__WORK ITEM__:
Among the lines below, tally those that contain "Сливница" and respond with the total only.
=== ENTRIES SHOWN ===
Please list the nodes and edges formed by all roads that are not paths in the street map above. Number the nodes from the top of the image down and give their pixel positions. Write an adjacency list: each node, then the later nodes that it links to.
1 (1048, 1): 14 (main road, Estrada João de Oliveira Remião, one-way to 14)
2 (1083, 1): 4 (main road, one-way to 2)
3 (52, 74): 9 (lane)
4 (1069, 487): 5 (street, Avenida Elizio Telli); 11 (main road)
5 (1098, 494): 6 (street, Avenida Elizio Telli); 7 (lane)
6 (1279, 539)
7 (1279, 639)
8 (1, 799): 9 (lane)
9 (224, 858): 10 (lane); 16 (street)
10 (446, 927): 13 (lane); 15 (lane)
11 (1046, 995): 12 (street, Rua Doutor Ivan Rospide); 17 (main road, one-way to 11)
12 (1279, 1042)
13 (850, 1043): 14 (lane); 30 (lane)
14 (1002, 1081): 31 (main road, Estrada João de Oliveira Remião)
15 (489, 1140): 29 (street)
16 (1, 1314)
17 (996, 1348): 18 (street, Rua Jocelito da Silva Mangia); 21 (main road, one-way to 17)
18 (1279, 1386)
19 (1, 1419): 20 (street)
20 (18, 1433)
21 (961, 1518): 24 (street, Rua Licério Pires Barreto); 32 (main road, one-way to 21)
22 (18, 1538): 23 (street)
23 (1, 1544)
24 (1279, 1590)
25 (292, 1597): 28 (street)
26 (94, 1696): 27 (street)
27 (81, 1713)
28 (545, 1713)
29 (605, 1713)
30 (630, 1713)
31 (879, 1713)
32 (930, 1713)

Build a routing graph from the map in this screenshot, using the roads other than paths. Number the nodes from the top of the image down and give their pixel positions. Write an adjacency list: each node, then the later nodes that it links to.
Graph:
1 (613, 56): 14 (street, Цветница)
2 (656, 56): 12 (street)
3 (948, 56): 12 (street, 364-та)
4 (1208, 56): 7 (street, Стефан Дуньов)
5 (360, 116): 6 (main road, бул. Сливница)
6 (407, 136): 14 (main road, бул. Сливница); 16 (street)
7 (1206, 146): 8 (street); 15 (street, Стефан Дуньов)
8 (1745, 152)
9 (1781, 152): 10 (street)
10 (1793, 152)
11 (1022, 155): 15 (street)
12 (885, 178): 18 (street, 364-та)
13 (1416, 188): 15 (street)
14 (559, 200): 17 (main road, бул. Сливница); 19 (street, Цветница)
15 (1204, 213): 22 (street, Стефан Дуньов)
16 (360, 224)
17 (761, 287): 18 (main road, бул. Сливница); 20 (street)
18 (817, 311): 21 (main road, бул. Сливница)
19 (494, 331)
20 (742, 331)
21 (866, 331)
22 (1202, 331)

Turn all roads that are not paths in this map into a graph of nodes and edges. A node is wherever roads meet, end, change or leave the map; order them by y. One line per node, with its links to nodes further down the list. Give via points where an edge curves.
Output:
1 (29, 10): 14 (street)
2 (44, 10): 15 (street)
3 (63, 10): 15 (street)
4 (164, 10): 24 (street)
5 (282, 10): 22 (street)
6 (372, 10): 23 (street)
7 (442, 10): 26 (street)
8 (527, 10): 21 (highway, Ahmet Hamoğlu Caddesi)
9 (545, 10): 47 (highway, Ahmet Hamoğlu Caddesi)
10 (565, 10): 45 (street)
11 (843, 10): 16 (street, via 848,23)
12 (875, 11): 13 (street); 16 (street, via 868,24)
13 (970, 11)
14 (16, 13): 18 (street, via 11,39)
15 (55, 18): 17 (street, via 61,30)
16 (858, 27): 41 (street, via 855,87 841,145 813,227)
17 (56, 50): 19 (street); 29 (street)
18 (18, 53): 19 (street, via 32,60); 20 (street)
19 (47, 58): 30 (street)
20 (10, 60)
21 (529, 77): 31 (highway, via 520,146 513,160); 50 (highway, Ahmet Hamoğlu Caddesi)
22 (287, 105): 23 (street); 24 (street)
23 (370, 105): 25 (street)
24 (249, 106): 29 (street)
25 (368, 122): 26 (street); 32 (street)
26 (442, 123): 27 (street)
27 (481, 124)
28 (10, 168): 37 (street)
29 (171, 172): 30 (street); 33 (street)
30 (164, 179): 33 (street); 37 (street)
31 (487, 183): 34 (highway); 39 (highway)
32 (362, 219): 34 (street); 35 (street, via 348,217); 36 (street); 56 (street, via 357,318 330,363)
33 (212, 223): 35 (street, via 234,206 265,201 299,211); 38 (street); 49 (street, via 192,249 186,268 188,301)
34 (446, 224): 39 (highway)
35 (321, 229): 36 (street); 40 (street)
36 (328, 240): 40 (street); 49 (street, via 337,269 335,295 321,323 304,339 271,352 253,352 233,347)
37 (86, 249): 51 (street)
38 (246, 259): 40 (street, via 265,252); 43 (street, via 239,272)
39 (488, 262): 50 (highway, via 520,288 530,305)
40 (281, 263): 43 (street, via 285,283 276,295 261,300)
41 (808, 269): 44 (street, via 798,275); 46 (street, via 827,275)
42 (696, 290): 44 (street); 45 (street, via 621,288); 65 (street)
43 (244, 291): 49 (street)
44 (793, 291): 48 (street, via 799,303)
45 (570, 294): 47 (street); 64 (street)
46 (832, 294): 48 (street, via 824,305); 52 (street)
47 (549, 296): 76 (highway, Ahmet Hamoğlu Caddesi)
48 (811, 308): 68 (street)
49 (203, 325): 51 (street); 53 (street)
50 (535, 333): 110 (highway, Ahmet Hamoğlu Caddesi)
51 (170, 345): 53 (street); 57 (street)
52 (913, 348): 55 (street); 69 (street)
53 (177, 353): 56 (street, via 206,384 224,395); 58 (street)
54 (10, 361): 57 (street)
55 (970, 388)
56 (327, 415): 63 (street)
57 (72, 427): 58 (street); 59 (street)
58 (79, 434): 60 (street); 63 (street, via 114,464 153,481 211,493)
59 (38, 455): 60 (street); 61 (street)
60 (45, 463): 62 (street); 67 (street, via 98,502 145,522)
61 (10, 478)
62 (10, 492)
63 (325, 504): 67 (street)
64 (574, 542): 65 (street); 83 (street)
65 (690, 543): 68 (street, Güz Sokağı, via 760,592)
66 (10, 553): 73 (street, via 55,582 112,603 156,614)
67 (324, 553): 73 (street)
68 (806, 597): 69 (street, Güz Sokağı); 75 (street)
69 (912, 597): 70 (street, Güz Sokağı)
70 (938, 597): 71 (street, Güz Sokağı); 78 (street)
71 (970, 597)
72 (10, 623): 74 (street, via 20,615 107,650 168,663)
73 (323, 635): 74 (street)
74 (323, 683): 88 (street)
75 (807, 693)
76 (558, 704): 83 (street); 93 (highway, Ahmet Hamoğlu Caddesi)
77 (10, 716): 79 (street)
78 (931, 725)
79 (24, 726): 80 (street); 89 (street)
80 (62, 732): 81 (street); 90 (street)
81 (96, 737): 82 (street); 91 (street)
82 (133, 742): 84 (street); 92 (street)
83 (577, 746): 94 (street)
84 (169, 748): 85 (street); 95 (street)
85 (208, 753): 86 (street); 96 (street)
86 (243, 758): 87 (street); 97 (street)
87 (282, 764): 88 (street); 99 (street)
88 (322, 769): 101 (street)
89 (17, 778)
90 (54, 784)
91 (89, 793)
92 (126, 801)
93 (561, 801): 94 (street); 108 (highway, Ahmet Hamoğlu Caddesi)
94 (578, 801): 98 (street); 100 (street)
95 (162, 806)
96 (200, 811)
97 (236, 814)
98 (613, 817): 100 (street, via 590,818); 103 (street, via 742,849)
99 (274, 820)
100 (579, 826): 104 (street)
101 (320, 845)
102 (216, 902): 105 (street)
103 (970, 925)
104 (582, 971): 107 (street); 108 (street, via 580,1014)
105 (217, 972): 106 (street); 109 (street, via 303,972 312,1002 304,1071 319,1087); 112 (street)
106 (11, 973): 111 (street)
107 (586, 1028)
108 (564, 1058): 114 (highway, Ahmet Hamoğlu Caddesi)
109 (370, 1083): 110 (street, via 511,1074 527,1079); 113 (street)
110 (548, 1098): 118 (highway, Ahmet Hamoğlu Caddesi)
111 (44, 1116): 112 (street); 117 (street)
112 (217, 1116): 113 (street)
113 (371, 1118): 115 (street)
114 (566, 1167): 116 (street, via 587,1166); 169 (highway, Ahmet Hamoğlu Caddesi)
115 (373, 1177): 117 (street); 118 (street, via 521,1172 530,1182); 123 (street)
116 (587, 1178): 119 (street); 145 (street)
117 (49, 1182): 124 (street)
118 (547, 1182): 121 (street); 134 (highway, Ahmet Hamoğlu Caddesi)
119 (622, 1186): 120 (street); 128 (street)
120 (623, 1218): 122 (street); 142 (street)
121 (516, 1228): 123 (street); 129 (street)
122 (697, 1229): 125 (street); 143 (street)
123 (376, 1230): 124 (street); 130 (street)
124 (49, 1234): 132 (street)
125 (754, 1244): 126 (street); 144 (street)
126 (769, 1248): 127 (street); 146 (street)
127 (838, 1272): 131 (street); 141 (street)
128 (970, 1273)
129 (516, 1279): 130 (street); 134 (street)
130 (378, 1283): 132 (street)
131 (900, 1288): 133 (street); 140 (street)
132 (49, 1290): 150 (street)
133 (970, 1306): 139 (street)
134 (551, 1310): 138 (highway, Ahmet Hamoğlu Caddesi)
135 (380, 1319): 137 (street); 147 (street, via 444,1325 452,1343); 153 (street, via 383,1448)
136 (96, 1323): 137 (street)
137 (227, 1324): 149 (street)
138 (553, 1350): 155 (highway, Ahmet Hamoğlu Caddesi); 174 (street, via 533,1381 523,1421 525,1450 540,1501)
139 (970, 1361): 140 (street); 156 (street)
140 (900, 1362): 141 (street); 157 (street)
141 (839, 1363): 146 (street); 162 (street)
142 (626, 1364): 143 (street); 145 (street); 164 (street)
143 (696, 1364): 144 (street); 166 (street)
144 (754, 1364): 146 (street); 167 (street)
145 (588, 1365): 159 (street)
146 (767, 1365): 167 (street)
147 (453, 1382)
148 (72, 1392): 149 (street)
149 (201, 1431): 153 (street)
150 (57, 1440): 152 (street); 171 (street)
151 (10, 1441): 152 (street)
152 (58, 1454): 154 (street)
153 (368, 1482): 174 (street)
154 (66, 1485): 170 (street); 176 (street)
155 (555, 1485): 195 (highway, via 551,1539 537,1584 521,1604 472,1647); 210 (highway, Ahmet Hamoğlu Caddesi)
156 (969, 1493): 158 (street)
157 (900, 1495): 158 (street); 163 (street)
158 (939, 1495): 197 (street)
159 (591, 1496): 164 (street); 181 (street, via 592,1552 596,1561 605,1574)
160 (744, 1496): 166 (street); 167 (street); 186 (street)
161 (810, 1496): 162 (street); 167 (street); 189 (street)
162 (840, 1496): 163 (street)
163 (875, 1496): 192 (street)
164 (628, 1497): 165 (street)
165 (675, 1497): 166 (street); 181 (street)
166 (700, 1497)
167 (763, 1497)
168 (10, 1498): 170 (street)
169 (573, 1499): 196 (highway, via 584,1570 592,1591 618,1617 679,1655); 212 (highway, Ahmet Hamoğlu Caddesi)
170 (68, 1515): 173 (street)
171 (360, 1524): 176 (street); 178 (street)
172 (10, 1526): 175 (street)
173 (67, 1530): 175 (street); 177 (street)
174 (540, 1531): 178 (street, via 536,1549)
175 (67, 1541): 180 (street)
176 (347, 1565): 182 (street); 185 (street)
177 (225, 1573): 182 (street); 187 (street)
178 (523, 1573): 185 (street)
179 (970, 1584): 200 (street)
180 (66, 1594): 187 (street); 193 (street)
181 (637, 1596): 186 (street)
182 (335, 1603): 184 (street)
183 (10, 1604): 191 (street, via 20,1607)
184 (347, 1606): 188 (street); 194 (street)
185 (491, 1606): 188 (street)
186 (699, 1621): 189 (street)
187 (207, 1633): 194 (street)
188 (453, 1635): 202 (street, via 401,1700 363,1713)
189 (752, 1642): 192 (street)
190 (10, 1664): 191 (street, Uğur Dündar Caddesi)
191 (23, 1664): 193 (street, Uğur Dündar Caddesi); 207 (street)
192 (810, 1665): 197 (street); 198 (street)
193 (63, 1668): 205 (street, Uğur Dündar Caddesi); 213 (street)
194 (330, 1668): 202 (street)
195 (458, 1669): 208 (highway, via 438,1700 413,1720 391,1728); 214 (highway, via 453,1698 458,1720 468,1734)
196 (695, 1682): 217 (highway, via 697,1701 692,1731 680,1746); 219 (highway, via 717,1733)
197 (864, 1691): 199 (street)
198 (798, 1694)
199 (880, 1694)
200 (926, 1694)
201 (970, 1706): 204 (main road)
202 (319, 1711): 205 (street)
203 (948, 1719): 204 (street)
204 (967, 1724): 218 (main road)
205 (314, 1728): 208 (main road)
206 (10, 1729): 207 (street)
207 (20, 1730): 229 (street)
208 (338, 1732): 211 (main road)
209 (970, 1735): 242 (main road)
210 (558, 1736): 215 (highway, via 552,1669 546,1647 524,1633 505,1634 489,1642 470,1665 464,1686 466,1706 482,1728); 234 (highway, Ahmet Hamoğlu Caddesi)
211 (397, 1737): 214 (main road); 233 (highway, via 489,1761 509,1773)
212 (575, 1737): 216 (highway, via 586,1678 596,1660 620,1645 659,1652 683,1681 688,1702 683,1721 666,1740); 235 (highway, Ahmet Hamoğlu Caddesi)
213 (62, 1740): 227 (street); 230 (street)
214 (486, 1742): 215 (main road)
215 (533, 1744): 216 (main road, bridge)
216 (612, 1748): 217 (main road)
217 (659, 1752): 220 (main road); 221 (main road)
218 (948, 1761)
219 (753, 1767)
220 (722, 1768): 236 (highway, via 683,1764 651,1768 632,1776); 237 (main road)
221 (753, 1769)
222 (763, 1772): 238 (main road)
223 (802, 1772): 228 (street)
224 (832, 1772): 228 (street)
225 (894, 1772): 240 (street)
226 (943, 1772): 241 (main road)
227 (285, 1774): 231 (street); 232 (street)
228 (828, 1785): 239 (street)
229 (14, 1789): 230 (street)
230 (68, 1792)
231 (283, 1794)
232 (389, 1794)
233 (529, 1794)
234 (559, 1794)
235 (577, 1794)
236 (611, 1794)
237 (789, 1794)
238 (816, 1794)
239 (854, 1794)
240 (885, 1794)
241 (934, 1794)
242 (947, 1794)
===
__EXERCISE ANSWER__:
5